I start with a confession: I was always grateful to the Daily Express for it’s constant support for Leave in the UK referendum and it’s almost consistent support for Boris – one of the few political leaders – who – despite his faults (and we all have them) never took himself too seriously. The Daily Mail could be quite flaky in both those stories. As a result I often bought the paper, but in recent years it has become very greedy – the current cover price is £1.70 – this time last year it was £1.40, there have been three price rises in that time, of 10p each. These days I read it online (which is something you can’t do with the Mail – you have to pay a subscription). On the (very) rare occasions I buy a paper, it is The Telegraph, good solid journalism.
I say all the above to be fair – The Express is now a shadow of it’s former self, and more like a gossip magazine,
Let us take today, 13th January, – there are so many stories out there – Royal Mail stopping Saturday deliveries of second class mail, for example, if you want to be parochial – strangely just weeks after the government has sold the organisation to a Czech – I bet there was a bit of a deal done there.

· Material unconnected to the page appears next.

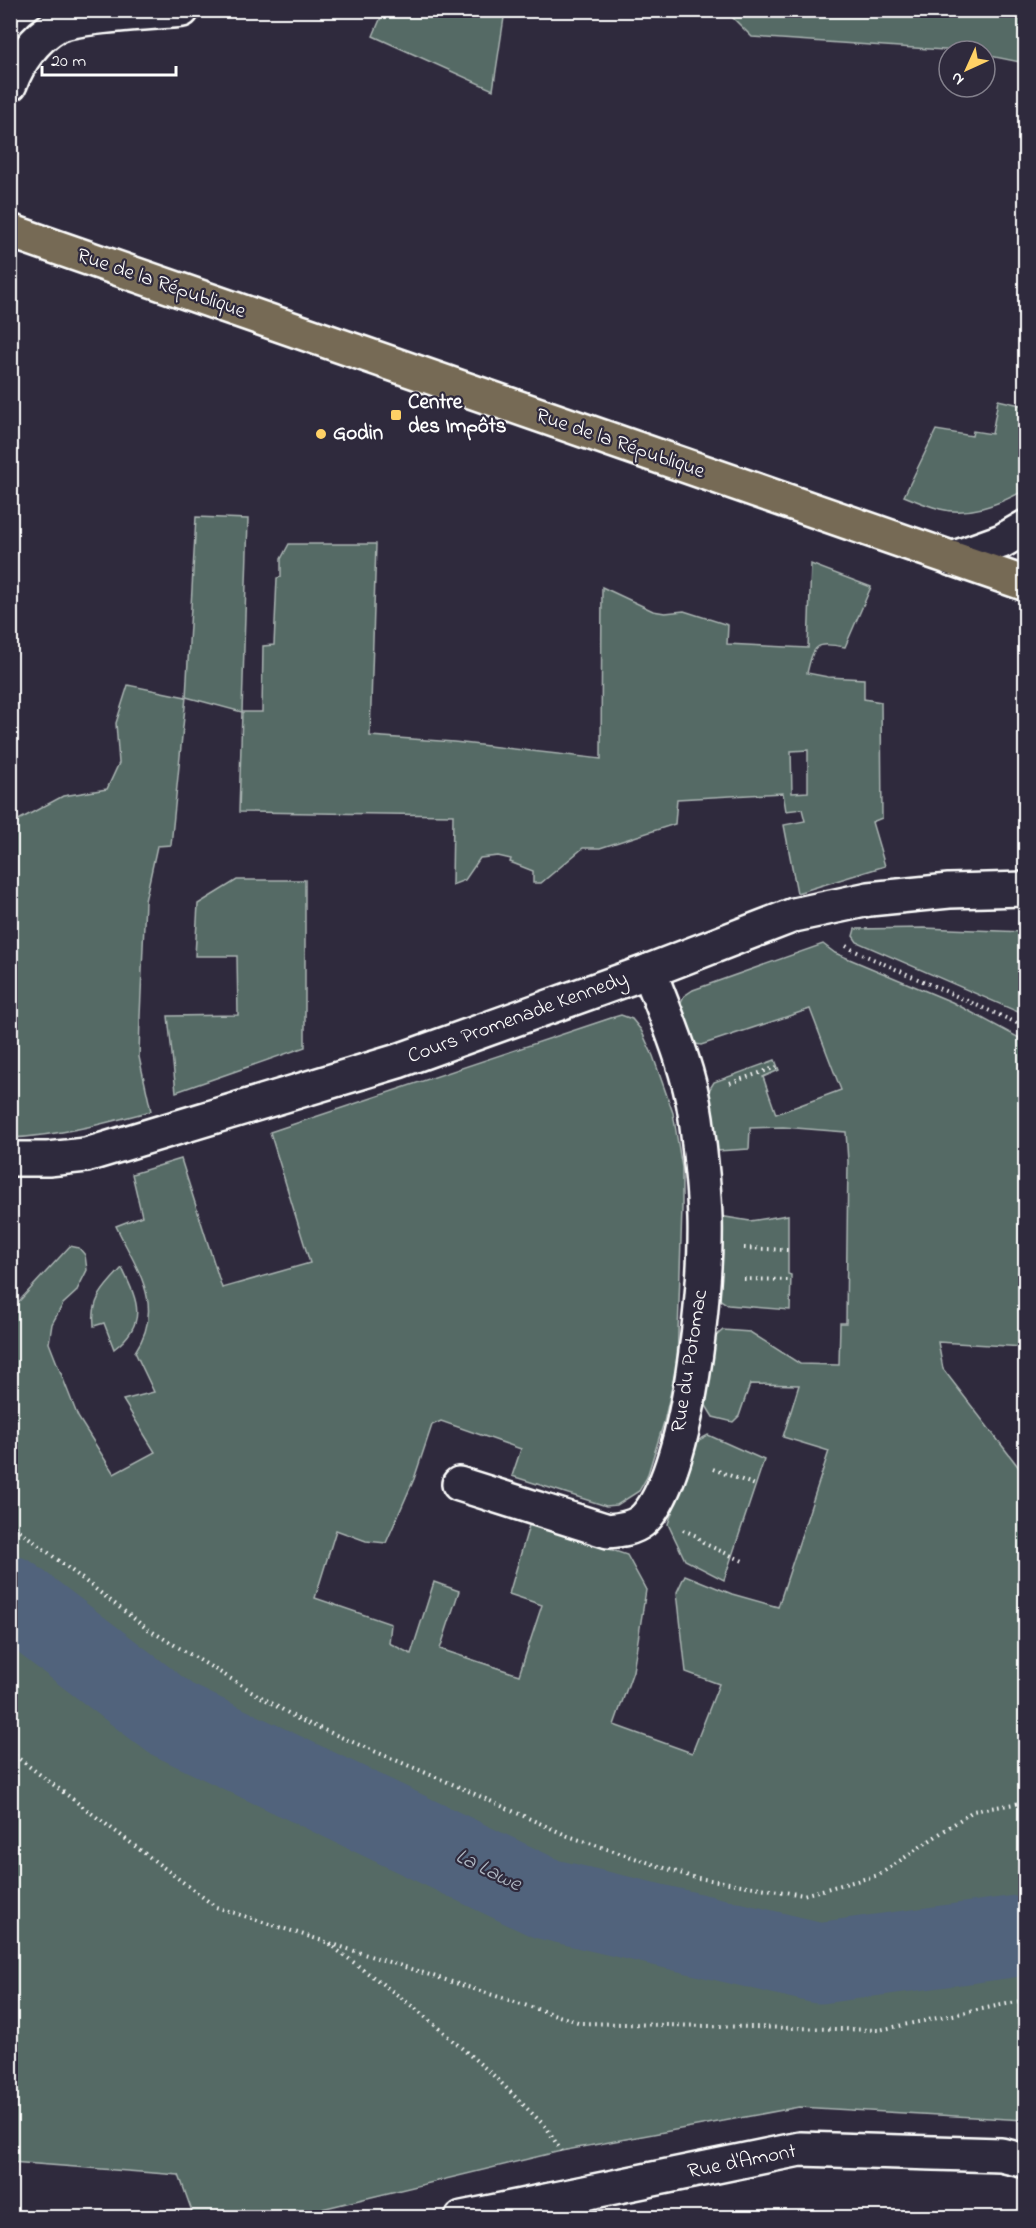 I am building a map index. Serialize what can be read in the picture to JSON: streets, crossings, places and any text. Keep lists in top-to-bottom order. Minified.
{"streets":{"main road":["Rue de la République"],"street":["Cours Promenade Kennedy","Rue du Potomac","Rue d'Amont"]},"crossings":[["Cours Promenade Kennedy","Rue du Potomac"]],"water":["La Lawe"],"places":{"transit":["Centre des Impôts"],"other":["Godin"]},"scale_bar":"20 m","north":"bottom left"} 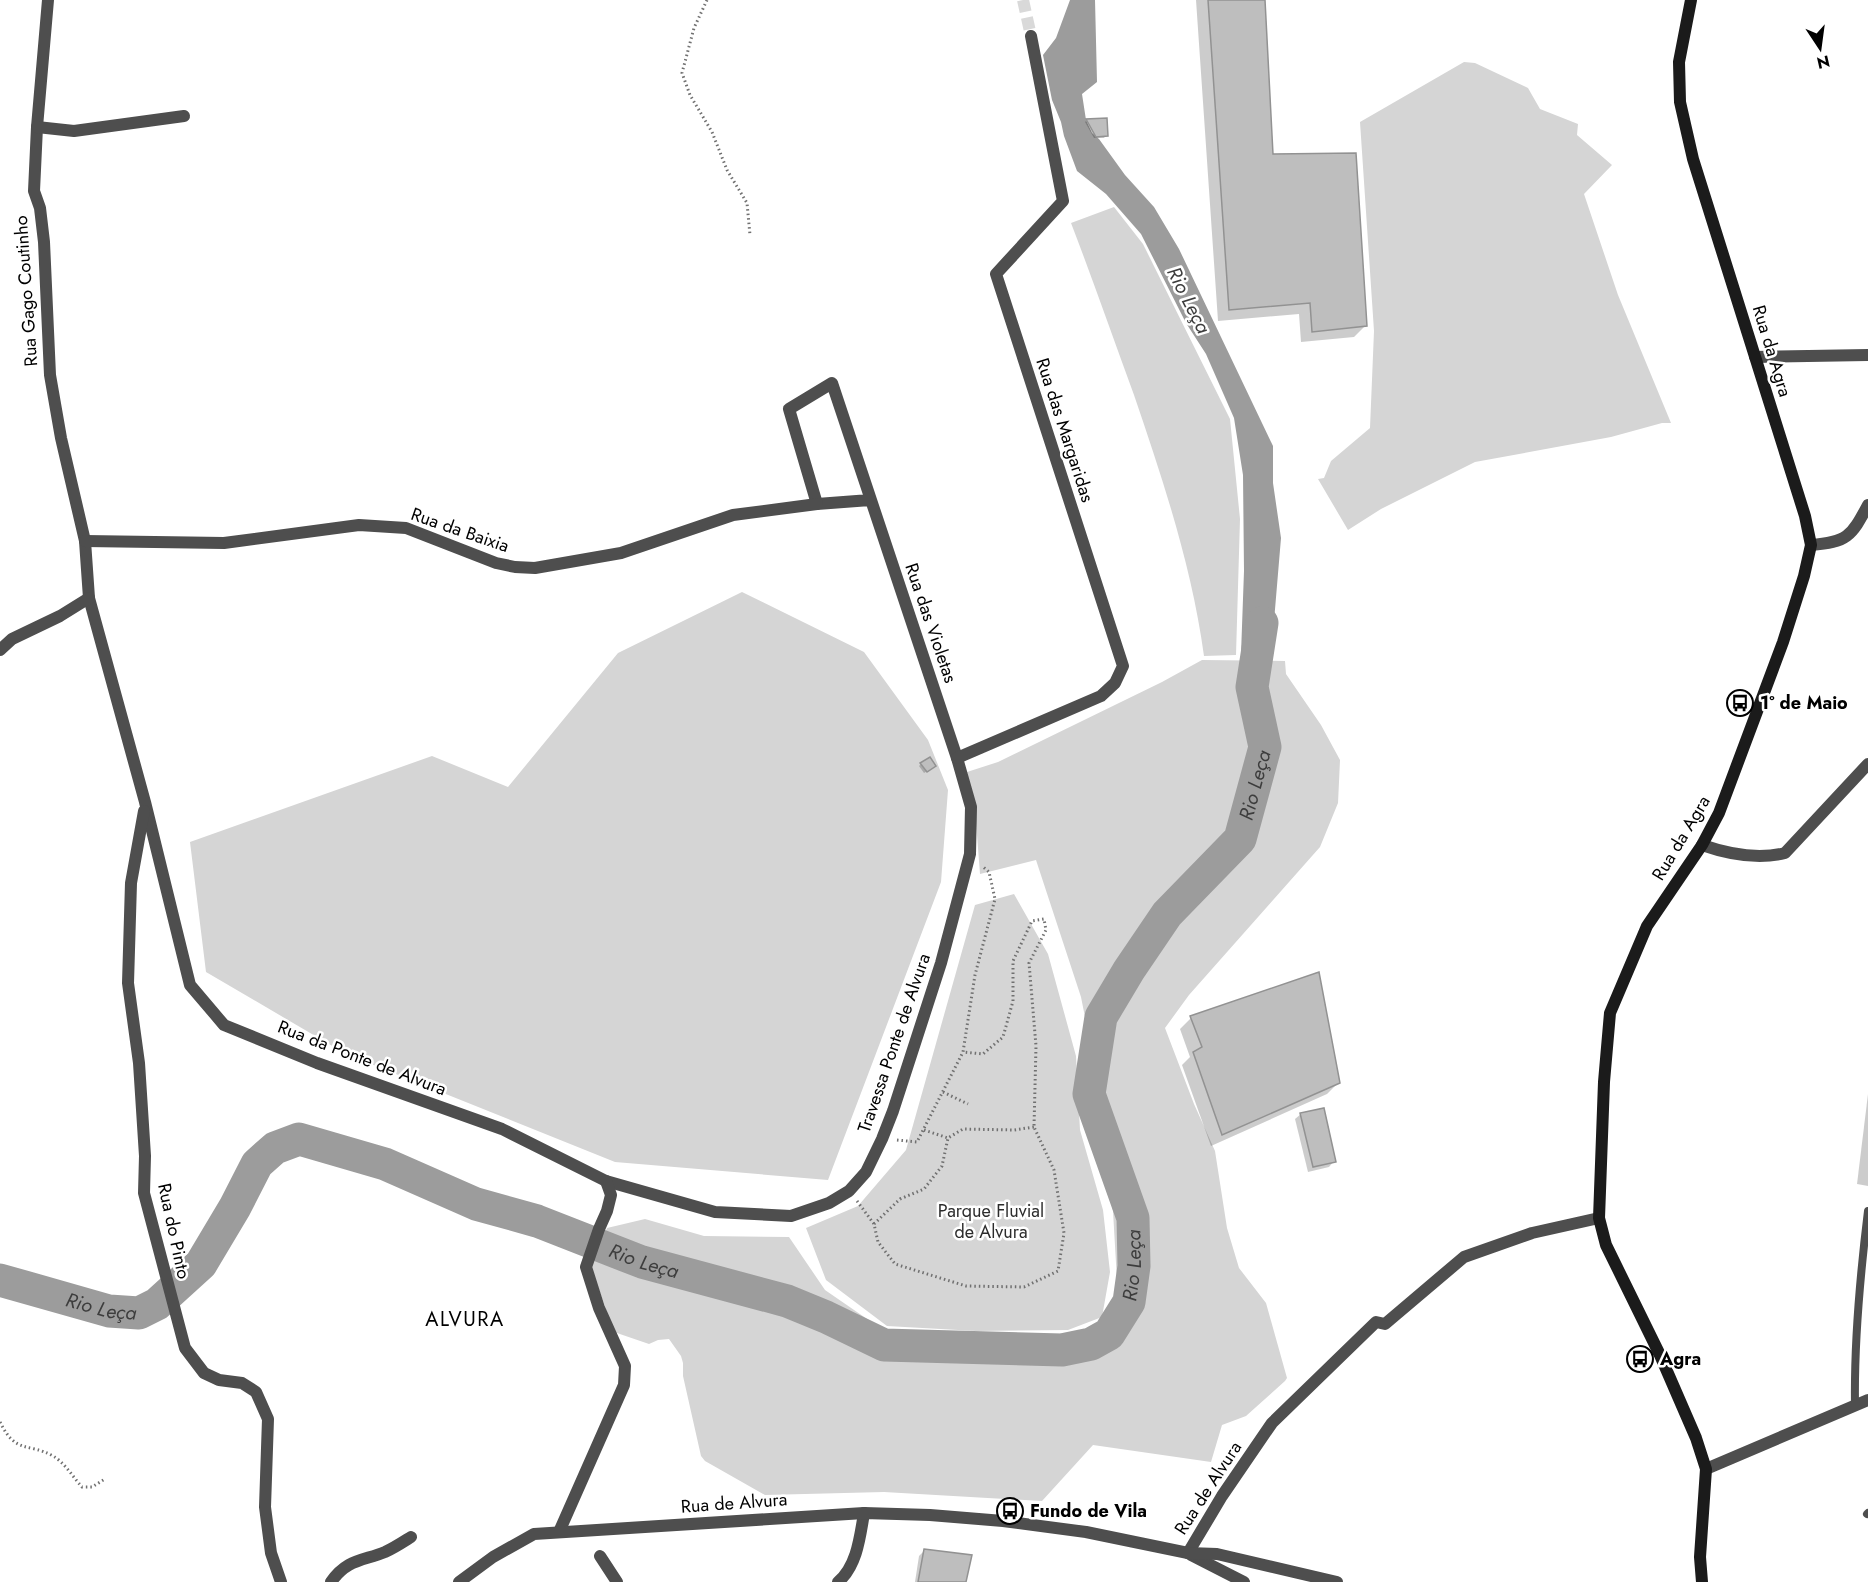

There are any number of stories about the current government and it’s clown of a leader. But this is one of the major stories today, all about a sad actress who died 45 years ago, and the biography mentioned in the article is eleven years old. Why bring this up today?. Meghan Markle only has to fart to provoke the “royal” story – every day. Then there are the constant Fred Smith on TV “everyone is saying the same thing” tripe, and the even worse “Lydia Dustbin interrupts Breakfast TV for sad announcement” – just to report that somebody has died, or there has been a major disaster somewhere. Of course a live TV “news” magazine (of a sort) would make such announcements. These headlines appear virtually every day.
What is the point now of Beaverbrook’s old newspaper?. The less said about it’s sister paper (The Daily Star) the better:
Nominated by W C Boggs.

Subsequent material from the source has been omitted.